Recorded data →
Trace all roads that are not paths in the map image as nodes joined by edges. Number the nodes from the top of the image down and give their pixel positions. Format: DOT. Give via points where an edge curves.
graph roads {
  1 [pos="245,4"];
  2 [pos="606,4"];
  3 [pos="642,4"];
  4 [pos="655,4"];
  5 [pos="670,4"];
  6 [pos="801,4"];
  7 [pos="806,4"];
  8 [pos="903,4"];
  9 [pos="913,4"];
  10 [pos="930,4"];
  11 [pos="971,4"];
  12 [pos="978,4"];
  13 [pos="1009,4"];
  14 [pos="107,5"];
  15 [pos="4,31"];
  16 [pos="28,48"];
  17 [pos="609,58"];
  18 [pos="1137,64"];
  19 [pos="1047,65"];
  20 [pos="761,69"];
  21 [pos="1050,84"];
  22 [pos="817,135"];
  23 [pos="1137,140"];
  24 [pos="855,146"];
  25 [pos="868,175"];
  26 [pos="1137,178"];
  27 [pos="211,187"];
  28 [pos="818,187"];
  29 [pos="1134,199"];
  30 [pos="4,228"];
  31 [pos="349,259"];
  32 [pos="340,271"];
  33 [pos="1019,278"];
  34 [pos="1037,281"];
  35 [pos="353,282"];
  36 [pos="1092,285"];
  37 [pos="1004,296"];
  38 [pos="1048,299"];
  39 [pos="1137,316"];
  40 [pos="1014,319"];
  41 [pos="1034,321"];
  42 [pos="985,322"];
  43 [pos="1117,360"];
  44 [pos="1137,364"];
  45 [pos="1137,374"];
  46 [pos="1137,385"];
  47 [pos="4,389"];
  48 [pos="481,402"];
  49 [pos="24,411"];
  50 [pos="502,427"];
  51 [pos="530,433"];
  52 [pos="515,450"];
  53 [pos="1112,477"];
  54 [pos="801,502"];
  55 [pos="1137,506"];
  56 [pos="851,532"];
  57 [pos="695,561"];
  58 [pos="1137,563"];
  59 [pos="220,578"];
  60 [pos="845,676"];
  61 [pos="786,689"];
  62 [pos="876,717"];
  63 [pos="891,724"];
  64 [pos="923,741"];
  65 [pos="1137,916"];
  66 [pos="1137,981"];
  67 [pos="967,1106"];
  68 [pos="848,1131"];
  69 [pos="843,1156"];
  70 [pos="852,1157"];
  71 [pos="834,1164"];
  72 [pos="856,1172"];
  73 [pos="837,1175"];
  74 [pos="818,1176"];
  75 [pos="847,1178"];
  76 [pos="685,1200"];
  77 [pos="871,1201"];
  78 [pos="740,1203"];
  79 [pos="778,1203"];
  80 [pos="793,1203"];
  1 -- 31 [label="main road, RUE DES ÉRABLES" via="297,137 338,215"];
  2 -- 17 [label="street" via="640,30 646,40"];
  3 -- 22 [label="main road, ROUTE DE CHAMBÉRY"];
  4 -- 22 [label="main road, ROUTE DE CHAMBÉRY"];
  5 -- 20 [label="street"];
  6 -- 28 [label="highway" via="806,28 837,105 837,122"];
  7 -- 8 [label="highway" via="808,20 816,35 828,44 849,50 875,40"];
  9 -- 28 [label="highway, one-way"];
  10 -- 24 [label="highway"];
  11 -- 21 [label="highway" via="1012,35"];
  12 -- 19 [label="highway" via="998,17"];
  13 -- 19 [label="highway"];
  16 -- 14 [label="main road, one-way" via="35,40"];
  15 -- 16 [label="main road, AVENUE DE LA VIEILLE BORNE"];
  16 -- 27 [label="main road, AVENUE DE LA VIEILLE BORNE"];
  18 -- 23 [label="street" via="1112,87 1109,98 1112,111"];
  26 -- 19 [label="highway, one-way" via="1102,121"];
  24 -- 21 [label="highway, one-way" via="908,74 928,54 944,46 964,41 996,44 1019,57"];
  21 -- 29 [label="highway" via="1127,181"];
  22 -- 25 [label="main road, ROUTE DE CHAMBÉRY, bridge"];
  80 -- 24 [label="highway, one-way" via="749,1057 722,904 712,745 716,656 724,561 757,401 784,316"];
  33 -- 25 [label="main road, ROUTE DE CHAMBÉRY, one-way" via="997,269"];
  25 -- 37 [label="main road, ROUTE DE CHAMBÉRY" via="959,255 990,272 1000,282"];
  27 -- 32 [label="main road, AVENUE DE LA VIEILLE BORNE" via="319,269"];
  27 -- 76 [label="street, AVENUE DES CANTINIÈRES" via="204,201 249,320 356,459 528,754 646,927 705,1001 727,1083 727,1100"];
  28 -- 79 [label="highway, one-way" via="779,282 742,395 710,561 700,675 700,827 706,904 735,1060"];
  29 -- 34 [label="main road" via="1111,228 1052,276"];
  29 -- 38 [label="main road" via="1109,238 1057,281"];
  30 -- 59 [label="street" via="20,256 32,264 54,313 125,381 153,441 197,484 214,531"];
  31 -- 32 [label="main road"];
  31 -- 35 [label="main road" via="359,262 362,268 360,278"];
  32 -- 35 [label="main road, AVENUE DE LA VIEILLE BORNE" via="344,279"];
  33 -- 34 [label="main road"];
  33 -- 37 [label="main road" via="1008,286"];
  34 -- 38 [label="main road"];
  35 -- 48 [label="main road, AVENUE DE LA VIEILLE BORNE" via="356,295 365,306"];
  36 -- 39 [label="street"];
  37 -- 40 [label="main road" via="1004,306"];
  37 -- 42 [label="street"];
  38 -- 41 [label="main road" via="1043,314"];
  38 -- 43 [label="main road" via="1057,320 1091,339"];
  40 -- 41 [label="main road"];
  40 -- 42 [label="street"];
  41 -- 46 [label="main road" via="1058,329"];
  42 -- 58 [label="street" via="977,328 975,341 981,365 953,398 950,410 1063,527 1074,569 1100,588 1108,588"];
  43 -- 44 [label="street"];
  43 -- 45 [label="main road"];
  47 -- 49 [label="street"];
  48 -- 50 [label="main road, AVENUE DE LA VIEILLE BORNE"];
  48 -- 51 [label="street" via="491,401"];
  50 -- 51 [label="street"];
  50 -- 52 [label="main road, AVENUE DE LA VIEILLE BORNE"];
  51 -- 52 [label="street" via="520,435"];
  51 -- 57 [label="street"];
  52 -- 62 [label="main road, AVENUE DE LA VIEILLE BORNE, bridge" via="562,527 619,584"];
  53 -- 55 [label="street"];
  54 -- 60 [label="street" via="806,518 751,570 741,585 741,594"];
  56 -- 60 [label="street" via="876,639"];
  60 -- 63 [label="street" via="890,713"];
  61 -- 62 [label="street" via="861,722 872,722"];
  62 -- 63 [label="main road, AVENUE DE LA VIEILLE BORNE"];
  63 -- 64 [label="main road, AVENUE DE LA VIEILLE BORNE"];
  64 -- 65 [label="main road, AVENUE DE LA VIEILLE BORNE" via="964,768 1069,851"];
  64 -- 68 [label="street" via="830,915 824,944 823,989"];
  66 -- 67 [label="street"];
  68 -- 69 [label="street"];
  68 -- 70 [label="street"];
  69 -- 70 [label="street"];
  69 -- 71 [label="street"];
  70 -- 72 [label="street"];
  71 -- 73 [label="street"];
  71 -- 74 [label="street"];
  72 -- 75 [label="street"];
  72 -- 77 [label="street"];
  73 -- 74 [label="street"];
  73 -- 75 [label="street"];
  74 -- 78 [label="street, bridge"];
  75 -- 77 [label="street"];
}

Work to complete → For each record above, print an exact copy.

Exercise output →
Trace all roads that are not paths in the map image as nodes joined by edges. Number the nodes from the top of the image down and give their pixel positions. Format: DOT. Give via points where an edge curves.
graph roads {
  1 [pos="245,4"];
  2 [pos="606,4"];
  3 [pos="642,4"];
  4 [pos="655,4"];
  5 [pos="670,4"];
  6 [pos="801,4"];
  7 [pos="806,4"];
  8 [pos="903,4"];
  9 [pos="913,4"];
  10 [pos="930,4"];
  11 [pos="971,4"];
  12 [pos="978,4"];
  13 [pos="1009,4"];
  14 [pos="107,5"];
  15 [pos="4,31"];
  16 [pos="28,48"];
  17 [pos="609,58"];
  18 [pos="1137,64"];
  19 [pos="1047,65"];
  20 [pos="761,69"];
  21 [pos="1050,84"];
  22 [pos="817,135"];
  23 [pos="1137,140"];
  24 [pos="855,146"];
  25 [pos="868,175"];
  26 [pos="1137,178"];
  27 [pos="211,187"];
  28 [pos="818,187"];
  29 [pos="1134,199"];
  30 [pos="4,228"];
  31 [pos="349,259"];
  32 [pos="340,271"];
  33 [pos="1019,278"];
  34 [pos="1037,281"];
  35 [pos="353,282"];
  36 [pos="1092,285"];
  37 [pos="1004,296"];
  38 [pos="1048,299"];
  39 [pos="1137,316"];
  40 [pos="1014,319"];
  41 [pos="1034,321"];
  42 [pos="985,322"];
  43 [pos="1117,360"];
  44 [pos="1137,364"];
  45 [pos="1137,374"];
  46 [pos="1137,385"];
  47 [pos="4,389"];
  48 [pos="481,402"];
  49 [pos="24,411"];
  50 [pos="502,427"];
  51 [pos="530,433"];
  52 [pos="515,450"];
  53 [pos="1112,477"];
  54 [pos="801,502"];
  55 [pos="1137,506"];
  56 [pos="851,532"];
  57 [pos="695,561"];
  58 [pos="1137,563"];
  59 [pos="220,578"];
  60 [pos="845,676"];
  61 [pos="786,689"];
  62 [pos="876,717"];
  63 [pos="891,724"];
  64 [pos="923,741"];
  65 [pos="1137,916"];
  66 [pos="1137,981"];
  67 [pos="967,1106"];
  68 [pos="848,1131"];
  69 [pos="843,1156"];
  70 [pos="852,1157"];
  71 [pos="834,1164"];
  72 [pos="856,1172"];
  73 [pos="837,1175"];
  74 [pos="818,1176"];
  75 [pos="847,1178"];
  76 [pos="685,1200"];
  77 [pos="871,1201"];
  78 [pos="740,1203"];
  79 [pos="778,1203"];
  80 [pos="793,1203"];
  1 -- 31 [label="main road, RUE DES ÉRABLES" via="297,137 338,215"];
  2 -- 17 [label="street" via="640,30 646,40"];
  3 -- 22 [label="main road, ROUTE DE CHAMBÉRY"];
  4 -- 22 [label="main road, ROUTE DE CHAMBÉRY"];
  5 -- 20 [label="street"];
  6 -- 28 [label="highway" via="806,28 837,105 837,122"];
  7 -- 8 [label="highway" via="808,20 816,35 828,44 849,50 875,40"];
  9 -- 28 [label="highway, one-way"];
  10 -- 24 [label="highway"];
  11 -- 21 [label="highway" via="1012,35"];
  12 -- 19 [label="highway" via="998,17"];
  13 -- 19 [label="highway"];
  16 -- 14 [label="main road, one-way" via="35,40"];
  15 -- 16 [label="main road, AVENUE DE LA VIEILLE BORNE"];
  16 -- 27 [label="main road, AVENUE DE LA VIEILLE BORNE"];
  18 -- 23 [label="street" via="1112,87 1109,98 1112,111"];
  26 -- 19 [label="highway, one-way" via="1102,121"];
  24 -- 21 [label="highway, one-way" via="908,74 928,54 944,46 964,41 996,44 1019,57"];
  21 -- 29 [label="highway" via="1127,181"];
  22 -- 25 [label="main road, ROUTE DE CHAMBÉRY, bridge"];
  80 -- 24 [label="highway, one-way" via="749,1057 722,904 712,745 716,656 724,561 757,401 784,316"];
  33 -- 25 [label="main road, ROUTE DE CHAMBÉRY, one-way" via="997,269"];
  25 -- 37 [label="main road, ROUTE DE CHAMBÉRY" via="959,255 990,272 1000,282"];
  27 -- 32 [label="main road, AVENUE DE LA VIEILLE BORNE" via="319,269"];
  27 -- 76 [label="street, AVENUE DES CANTINIÈRES" via="204,201 249,320 356,459 528,754 646,927 705,1001 727,1083 727,1100"];
  28 -- 79 [label="highway, one-way" via="779,282 742,395 710,561 700,675 700,827 706,904 735,1060"];
  29 -- 34 [label="main road" via="1111,228 1052,276"];
  29 -- 38 [label="main road" via="1109,238 1057,281"];
  30 -- 59 [label="street" via="20,256 32,264 54,313 125,381 153,441 197,484 214,531"];
  31 -- 32 [label="main road"];
  31 -- 35 [label="main road" via="359,262 362,268 360,278"];
  32 -- 35 [label="main road, AVENUE DE LA VIEILLE BORNE" via="344,279"];
  33 -- 34 [label="main road"];
  33 -- 37 [label="main road" via="1008,286"];
  34 -- 38 [label="main road"];
  35 -- 48 [label="main road, AVENUE DE LA VIEILLE BORNE" via="356,295 365,306"];
  36 -- 39 [label="street"];
  37 -- 40 [label="main road" via="1004,306"];
  37 -- 42 [label="street"];
  38 -- 41 [label="main road" via="1043,314"];
  38 -- 43 [label="main road" via="1057,320 1091,339"];
  40 -- 41 [label="main road"];
  40 -- 42 [label="street"];
  41 -- 46 [label="main road" via="1058,329"];
  42 -- 58 [label="street" via="977,328 975,341 981,365 953,398 950,410 1063,527 1074,569 1100,588 1108,588"];
  43 -- 44 [label="street"];
  43 -- 45 [label="main road"];
  47 -- 49 [label="street"];
  48 -- 50 [label="main road, AVENUE DE LA VIEILLE BORNE"];
  48 -- 51 [label="street" via="491,401"];
  50 -- 51 [label="street"];
  50 -- 52 [label="main road, AVENUE DE LA VIEILLE BORNE"];
  51 -- 52 [label="street" via="520,435"];
  51 -- 57 [label="street"];
  52 -- 62 [label="main road, AVENUE DE LA VIEILLE BORNE, bridge" via="562,527 619,584"];
  53 -- 55 [label="street"];
  54 -- 60 [label="street" via="806,518 751,570 741,585 741,594"];
  56 -- 60 [label="street" via="876,639"];
  60 -- 63 [label="street" via="890,713"];
  61 -- 62 [label="street" via="861,722 872,722"];
  62 -- 63 [label="main road, AVENUE DE LA VIEILLE BORNE"];
  63 -- 64 [label="main road, AVENUE DE LA VIEILLE BORNE"];
  64 -- 65 [label="main road, AVENUE DE LA VIEILLE BORNE" via="964,768 1069,851"];
  64 -- 68 [label="street" via="830,915 824,944 823,989"];
  66 -- 67 [label="street"];
  68 -- 69 [label="street"];
  68 -- 70 [label="street"];
  69 -- 70 [label="street"];
  69 -- 71 [label="street"];
  70 -- 72 [label="street"];
  71 -- 73 [label="street"];
  71 -- 74 [label="street"];
  72 -- 75 [label="street"];
  72 -- 77 [label="street"];
  73 -- 74 [label="street"];
  73 -- 75 [label="street"];
  74 -- 78 [label="street, bridge"];
  75 -- 77 [label="street"];
}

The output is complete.